In sintesi quanto è accaduto l'11 marzo nel paese iberico è solo l'ultimo episodio di una guerra feroce in cui la penetrazione di Washington in Medio Oriente, finalizzata all'acquisizione di un vantaggio competitivo sui propri potenziali concorrenti, trova una forte resistenza nelle classi dominanti arabo-islamiche minacciate di scomparsa. Una guerra tra dominanti più potenti (e più moderni) e meno potenti, ma sempre tra dominanti. Il tutto in barba alle teorizzazioni di alcuni settori antimperialisti nostrani sulle "masse arabo-islamiche" e sul loro potenziale anticapitalistico.

Colpisce di questa guerra la ferocia, il recupero della categoria di nemico assoluto, attuato da tutti e due i contendenti. Per entrambi gli schieramenti non esiste distinzione tra combattenti e civili, i cittadini iracheni diventano bersaglio dei bombardamenti angloamericani così come quelli americani o europei lo sono degli attentati di matrice islamica. L'obiettivo è l'imposizione del terrore nelle altrui società. A questo fine non esiste distinzione sui mezzi da adoperare per raggiungerlo, anche perché entrambi i contendenti negano all'altro uno statuto umano pari al proprio. Su questo piano la guerra asimmetrica scopre una fondamentale simmetricità fatta di terrore e morte.
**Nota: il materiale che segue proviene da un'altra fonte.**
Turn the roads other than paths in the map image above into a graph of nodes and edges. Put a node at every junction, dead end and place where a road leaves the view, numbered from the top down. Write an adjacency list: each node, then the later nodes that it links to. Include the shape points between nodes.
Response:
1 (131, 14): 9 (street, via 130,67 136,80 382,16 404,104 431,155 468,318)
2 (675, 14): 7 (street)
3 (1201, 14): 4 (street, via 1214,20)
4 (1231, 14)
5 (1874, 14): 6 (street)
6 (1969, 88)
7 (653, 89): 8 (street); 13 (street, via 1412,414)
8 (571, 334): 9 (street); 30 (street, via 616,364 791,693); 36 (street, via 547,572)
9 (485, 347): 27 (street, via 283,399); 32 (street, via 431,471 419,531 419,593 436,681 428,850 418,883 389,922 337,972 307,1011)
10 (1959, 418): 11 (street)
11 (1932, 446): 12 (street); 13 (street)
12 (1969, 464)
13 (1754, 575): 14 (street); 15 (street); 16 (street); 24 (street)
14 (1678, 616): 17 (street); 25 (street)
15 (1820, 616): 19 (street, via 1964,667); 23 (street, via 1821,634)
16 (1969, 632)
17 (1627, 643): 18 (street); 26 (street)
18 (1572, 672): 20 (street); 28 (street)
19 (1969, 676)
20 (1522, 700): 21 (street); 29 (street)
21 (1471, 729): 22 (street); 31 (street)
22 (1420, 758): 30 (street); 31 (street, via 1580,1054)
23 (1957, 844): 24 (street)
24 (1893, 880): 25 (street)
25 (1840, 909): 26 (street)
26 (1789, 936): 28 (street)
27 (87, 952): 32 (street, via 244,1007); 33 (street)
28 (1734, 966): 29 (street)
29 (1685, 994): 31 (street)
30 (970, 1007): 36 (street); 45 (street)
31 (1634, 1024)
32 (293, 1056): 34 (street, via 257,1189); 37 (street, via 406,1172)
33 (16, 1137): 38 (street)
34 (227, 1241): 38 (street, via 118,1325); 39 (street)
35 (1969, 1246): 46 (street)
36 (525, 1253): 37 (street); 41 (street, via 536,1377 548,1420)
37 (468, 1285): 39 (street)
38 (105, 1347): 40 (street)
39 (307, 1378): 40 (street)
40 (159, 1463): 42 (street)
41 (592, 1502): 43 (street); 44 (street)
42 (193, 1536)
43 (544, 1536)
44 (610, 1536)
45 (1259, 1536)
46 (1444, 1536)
La reazione della popolazione spagnola di fronte all'enormità di quanto accaduto è stata forte e determinata, innanzitutto nei confronti del proprio governo e delle sue menzogne. Queste ultime sono state fondamentali nel determinare la percezione della responsabilità dell'esecutivo e delle sue scelte di politica estera in quanto accaduto, e hanno determinato la vittoria del leader socialista Zapatero con l'ausilio fondamentale dell'astensionismo di sinistra ritornato all'ovile elettorale in seguito all'attentato e alla sua gestione da parte di Aznar e del PP. Questo dato è una conferma che l'opposizione alla guerra è diffusa in un vasto settore della popolazione che trova come unica espressione del proprio rifiuto del coinvolgimento bellico del proprio paese la "vendetta elettorale" da consumare sul governante di turno. Questo è il limite fondamentale del pacifismo europeo che fonda la propria pratica sull'azione di lobbyng verso i partiti della sinistra e di mobilitazione elettorale per condizionare i governi. Limite che, al momento, non sembra in grado di superare.